Sunday, September 12, 2010

A Pebble in the Pond

Yesterday (9/11), I dedicated both meditation classes I taught to the subject of expanding the practice of vipassana from a purely personal, individual pursuit, to a practice with potentially global significance. This teaching was done within the framework of the 2001 terrorist attacks, as well as the recent news stories regarding the planned (and thankfully abandoned) burning of the Koran by a misguided religious leader in Florida.

When we allow ourselves to sit quietly and see things clearly, we are better able to witness and participate in our life as it is being lived. In particular, this includes the habitual and automatic tendencies of the mind to create a sense of self where none actually exists. This sense of self, of "I," "me," and "mine," is perhaps the single most destructive force on the planet. It has given rise to countless struggles between individuals, clans, religions, and nations, and these conflicts continue to this day, some spanning many generations.
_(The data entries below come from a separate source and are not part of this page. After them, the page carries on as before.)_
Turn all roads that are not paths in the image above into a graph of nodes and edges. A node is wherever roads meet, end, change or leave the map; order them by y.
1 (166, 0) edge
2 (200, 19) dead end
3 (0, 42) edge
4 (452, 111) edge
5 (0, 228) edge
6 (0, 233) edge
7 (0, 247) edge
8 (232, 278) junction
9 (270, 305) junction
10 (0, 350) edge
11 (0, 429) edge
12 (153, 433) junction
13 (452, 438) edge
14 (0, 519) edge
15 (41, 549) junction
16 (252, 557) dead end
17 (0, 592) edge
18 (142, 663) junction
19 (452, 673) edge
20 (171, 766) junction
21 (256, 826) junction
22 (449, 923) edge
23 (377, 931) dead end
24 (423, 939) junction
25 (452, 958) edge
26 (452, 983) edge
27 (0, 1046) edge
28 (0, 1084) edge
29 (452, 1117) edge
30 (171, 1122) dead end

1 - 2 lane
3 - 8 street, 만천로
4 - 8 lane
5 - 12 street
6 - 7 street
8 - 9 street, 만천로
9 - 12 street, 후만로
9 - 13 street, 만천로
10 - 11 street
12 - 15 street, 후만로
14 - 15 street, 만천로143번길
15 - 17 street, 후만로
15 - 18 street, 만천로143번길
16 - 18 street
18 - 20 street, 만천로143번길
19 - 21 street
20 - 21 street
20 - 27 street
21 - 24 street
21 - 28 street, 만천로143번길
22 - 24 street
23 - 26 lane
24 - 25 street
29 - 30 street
If we can see the suffering of our own life as resulting from the arising of a sense of self, perhaps we can begin to act more skillfully and effectively in our world. If we can know more clearly the habitual and automatic reactivity of the mind, then perhaps we can take a moment to reflect upon a better response toward situations, people, and things. If so, our suffering will be decreased. And when our suffering decreases, the suffering of our loved ones and those around us decreases. We become like a tiny pebble tossed into a still pond, creating concentric circles of positive influence in our world.

From Arun Gandhi:
I was once told by my mother, who along with Father spent all her life working for nonviolent change, that there is a big difference between throwing a pebble in a pond and throwing a big rock. The pebble causes gentle ripples that go a long way. The rock makes a big splash that quickly disappears.